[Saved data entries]

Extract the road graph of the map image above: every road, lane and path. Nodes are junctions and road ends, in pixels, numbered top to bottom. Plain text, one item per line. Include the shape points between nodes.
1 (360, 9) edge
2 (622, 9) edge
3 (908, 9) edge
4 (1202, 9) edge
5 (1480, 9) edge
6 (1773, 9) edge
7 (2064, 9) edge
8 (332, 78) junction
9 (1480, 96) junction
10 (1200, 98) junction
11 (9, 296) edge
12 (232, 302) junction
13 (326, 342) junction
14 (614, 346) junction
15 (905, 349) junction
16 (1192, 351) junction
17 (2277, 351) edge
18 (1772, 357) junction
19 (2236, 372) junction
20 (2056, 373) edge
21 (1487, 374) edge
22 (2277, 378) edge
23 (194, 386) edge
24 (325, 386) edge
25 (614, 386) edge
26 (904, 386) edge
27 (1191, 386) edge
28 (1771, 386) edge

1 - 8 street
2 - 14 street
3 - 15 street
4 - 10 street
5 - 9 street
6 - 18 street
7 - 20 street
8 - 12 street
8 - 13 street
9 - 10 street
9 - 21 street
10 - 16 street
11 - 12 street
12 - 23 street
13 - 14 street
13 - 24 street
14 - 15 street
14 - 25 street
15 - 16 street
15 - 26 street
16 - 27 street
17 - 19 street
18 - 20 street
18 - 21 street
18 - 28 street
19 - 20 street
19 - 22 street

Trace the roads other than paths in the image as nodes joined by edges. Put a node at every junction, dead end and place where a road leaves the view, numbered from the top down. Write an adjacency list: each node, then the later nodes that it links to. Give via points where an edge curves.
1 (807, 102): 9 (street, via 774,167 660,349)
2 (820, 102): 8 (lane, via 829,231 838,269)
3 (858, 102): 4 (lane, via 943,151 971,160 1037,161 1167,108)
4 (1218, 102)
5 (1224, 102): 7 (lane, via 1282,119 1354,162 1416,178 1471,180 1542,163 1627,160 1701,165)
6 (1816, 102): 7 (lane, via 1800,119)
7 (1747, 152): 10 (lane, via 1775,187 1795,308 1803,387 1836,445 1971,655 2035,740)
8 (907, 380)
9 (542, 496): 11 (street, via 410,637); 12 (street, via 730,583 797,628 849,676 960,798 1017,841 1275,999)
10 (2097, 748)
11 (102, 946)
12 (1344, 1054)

TRY IT: Without leaving anything out, output all of the data above exactly.

ANSWER:
Extract the road graph of the map image above: every road, lane and path. Nodes are junctions and road ends, in pixels, numbered top to bottom. Plain text, one item per line. Include the shape points between nodes.
1 (360, 9) edge
2 (622, 9) edge
3 (908, 9) edge
4 (1202, 9) edge
5 (1480, 9) edge
6 (1773, 9) edge
7 (2064, 9) edge
8 (332, 78) junction
9 (1480, 96) junction
10 (1200, 98) junction
11 (9, 296) edge
12 (232, 302) junction
13 (326, 342) junction
14 (614, 346) junction
15 (905, 349) junction
16 (1192, 351) junction
17 (2277, 351) edge
18 (1772, 357) junction
19 (2236, 372) junction
20 (2056, 373) edge
21 (1487, 374) edge
22 (2277, 378) edge
23 (194, 386) edge
24 (325, 386) edge
25 (614, 386) edge
26 (904, 386) edge
27 (1191, 386) edge
28 (1771, 386) edge

1 - 8 street
2 - 14 street
3 - 15 street
4 - 10 street
5 - 9 street
6 - 18 street
7 - 20 street
8 - 12 street
8 - 13 street
9 - 10 street
9 - 21 street
10 - 16 street
11 - 12 street
12 - 23 street
13 - 14 street
13 - 24 street
14 - 15 street
14 - 25 street
15 - 16 street
15 - 26 street
16 - 27 street
17 - 19 street
18 - 20 street
18 - 21 street
18 - 28 street
19 - 20 street
19 - 22 street

Trace the roads other than paths in the image as nodes joined by edges. Put a node at every junction, dead end and place where a road leaves the view, numbered from the top down. Write an adjacency list: each node, then the later nodes that it links to. Give via points where an edge curves.
1 (807, 102): 9 (street, via 774,167 660,349)
2 (820, 102): 8 (lane, via 829,231 838,269)
3 (858, 102): 4 (lane, via 943,151 971,160 1037,161 1167,108)
4 (1218, 102)
5 (1224, 102): 7 (lane, via 1282,119 1354,162 1416,178 1471,180 1542,163 1627,160 1701,165)
6 (1816, 102): 7 (lane, via 1800,119)
7 (1747, 152): 10 (lane, via 1775,187 1795,308 1803,387 1836,445 1971,655 2035,740)
8 (907, 380)
9 (542, 496): 11 (street, via 410,637); 12 (street, via 730,583 797,628 849,676 960,798 1017,841 1275,999)
10 (2097, 748)
11 (102, 946)
12 (1344, 1054)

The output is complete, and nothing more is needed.